Я тоже пошел домой. И, кажется, ничего ещѐ не изменилось, и вроде бы то же горячее солнце в небе, и так
же ты идешь домой с речки. Но по лицам идущих рядом
с тобой взрослых понимаешь, что случилось что-то
непоправимое, необратимое и неизбежное, и надвигается
что-то огромное и страшное.
И только маленькая Нюрка неуместно продолжала
смеяться. Она вообще не понимала, что происходит.
Я помню, как рядом со мной ветер – суховей гнал по
пыльной дороге клубочки свежего сена.
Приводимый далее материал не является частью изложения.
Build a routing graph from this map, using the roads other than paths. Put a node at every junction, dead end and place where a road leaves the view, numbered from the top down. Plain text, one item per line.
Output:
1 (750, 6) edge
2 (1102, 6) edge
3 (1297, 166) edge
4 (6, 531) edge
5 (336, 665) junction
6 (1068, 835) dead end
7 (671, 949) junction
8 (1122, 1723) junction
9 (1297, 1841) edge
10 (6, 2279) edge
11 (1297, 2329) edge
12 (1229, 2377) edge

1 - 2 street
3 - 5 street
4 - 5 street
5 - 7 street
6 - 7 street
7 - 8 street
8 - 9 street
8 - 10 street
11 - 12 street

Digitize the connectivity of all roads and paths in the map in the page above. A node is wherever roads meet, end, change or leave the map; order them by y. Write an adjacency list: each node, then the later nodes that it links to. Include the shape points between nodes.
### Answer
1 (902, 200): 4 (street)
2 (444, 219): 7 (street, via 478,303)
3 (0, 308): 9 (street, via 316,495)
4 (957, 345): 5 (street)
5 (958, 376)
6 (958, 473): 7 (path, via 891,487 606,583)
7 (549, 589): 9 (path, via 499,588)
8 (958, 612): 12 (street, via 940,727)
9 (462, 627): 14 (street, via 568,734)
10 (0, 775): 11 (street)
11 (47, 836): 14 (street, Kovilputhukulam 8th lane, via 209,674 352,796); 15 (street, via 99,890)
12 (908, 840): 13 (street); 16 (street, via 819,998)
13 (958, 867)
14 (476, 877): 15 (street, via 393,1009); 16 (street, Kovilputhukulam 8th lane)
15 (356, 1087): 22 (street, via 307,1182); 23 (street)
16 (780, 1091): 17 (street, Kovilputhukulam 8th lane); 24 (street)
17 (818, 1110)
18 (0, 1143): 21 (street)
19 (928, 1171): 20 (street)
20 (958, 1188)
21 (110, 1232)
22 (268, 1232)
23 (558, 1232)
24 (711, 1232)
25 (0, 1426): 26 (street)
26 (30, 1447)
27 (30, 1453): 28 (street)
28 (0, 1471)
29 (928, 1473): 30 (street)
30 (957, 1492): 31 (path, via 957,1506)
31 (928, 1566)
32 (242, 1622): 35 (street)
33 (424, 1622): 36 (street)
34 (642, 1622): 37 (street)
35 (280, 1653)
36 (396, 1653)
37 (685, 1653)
И девчонка с соседней улицы побежала по деревне с печальной вестью:
«Война!..», и крик ее разносился далеко по уголкам дворов, надолго застревая в головах всех, кто его слышал.
Наверное, до последнего моего дня этот крик будет стоять у меня в ушах.
Так начался первый день нашей войны. Так закончилось наше детство.
* * *
Дома уже знали. Мне не пришлось ничего рассказывать. Мама с порога не дала мне и рта раскрыть:
– Иди за дедом сбегай на делянку!
Я побежал через усадьбы в лес. Дед заготавливал
дранку и ничего еще не знал. Сидя на пеньке, он обычным топориком обрабатывал грубые поленья, превращая
их в гладкие, красивые дранки, которые кидал рядом в
большую груду. Приятно было смотреть на его работу.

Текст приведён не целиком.